IUBio Biosequences .. Software .. Molbio soft .. Network News .. FTP

EMBL to NBRF conversion

Jack Leunissen jackl at caos.kun.nl
Thu Nov 18 04:00:37 EST 1993

Dear collegues,

A new version of the program EMBL2NBRF is available from the CAOS/CAMM
anonymous FTP-site (host: camms1.caos.kun.nl; dir: pub/molbio/embl2nbrf).

EMBL2NBRF reformats EMBL or Swiss-Prot flatfiles into NBRF-styled files,
i.e. SEQ, REF, and (optionally) TTL files. These files can be used with
the GCG package (only run dbindex on them), or with the NBRF-programs XQS,
PSQ, and NAQ.
The program compiles and runs on various flavors of UNIX and under VMS.
It only requires the use of an ANSI-C compiler. If your system is not
equipped with ANSI-C, you can use the GCC compiler.

The major new feature of the program is its ability to read data from
standard input (besides the already existing options to read flatfiles
directly, or via a file-list).

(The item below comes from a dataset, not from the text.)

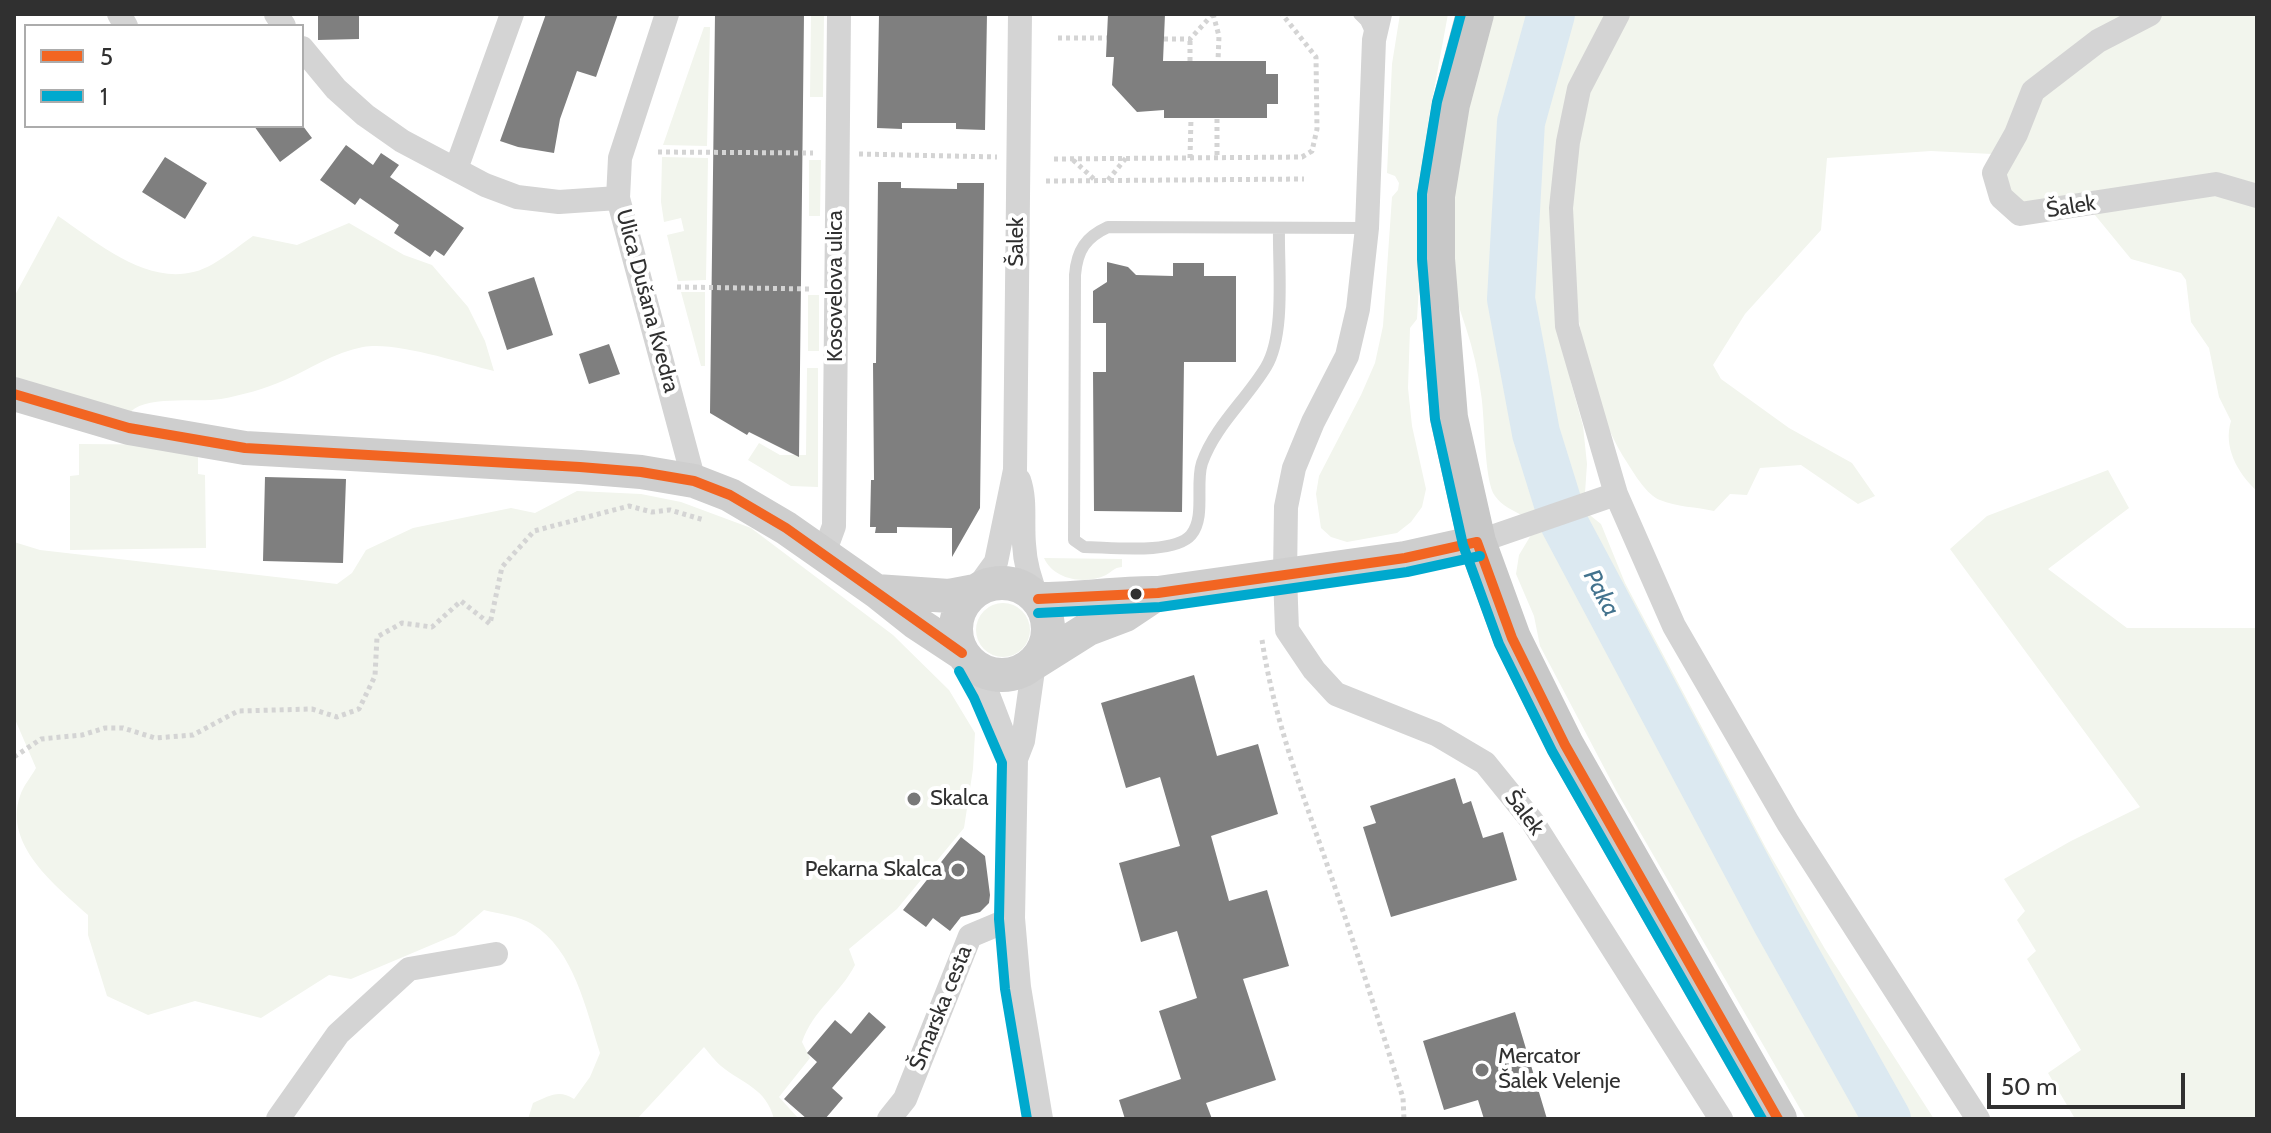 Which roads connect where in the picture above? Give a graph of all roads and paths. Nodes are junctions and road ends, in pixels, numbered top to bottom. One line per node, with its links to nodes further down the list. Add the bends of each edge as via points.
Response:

This makes it no longer necessary to copy,
uncompress, or concatenate files before they can be processed. See below
for some examples.


To reformat the new compressed Swiss-Prot file, store the data in NBRF-files
'swissprot.seq' and 'swissprot.ref' (-n flag), store the summary-report in
'swissprot.info' (-s flag), and monitor the progress (-m flag), type:

% zcat sprot27.dat.Z | embl2nbrf -n swissprot -s swissprot.info -m --

To reformat the primates-section on the EMBL CDROM, do

% tr -d '\015' < /cdrom/EMBL/PRI.DAT | embl2nbrf -n em_pr -s em_pr.info --

(the translate command 'tr' strips all <CR>'s from the flatfile on CDROM!)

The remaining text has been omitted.